What is expected: Find the word "lane" in the data, then copy each line where it is found.

Data section:
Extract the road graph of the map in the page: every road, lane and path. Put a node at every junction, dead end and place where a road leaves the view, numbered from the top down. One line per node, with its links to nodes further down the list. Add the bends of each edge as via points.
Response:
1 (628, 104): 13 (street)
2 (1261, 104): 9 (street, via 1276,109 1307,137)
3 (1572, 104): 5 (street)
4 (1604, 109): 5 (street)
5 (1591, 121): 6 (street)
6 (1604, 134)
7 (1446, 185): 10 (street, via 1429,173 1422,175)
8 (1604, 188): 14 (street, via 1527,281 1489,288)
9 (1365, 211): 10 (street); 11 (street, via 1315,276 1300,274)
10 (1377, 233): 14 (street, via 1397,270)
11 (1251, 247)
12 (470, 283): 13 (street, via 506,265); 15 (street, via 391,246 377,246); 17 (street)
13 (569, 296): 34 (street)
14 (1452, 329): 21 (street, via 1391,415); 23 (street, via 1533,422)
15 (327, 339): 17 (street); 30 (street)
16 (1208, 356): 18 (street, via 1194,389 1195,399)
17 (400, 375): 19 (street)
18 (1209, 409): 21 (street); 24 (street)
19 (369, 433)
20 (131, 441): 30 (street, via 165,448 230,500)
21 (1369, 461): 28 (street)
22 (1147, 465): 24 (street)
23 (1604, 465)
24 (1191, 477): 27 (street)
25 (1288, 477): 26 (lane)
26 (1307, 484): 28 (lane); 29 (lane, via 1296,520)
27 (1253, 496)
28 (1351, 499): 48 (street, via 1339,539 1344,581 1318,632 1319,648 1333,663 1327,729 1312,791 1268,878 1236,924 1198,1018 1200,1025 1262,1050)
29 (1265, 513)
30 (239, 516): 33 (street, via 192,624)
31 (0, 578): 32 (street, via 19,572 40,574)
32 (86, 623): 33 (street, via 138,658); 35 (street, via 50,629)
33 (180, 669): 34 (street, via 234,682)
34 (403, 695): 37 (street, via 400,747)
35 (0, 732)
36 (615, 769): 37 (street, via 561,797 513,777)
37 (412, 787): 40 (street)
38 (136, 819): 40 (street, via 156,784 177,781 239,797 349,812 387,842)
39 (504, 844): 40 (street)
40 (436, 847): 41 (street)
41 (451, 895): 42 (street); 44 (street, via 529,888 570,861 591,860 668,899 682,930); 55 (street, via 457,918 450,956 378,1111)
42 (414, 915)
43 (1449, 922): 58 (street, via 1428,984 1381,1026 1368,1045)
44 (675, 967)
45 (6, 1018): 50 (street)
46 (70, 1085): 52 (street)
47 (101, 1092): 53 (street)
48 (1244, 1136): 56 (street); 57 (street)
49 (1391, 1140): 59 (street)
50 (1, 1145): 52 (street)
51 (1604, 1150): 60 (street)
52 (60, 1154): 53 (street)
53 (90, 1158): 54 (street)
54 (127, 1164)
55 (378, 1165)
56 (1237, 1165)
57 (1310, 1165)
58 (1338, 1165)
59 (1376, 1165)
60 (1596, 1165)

Exercise solution:
Extract the road graph of the map in the page: every road, lane and path. Put a node at every junction, dead end and place where a road leaves the view, numbered from the top down. One line per node, with its links to nodes further down the list. Add the bends of each edge as via points.
25 (1288, 477): 26 (lane)
26 (1307, 484): 28 (lane); 29 (lane, via 1296,520)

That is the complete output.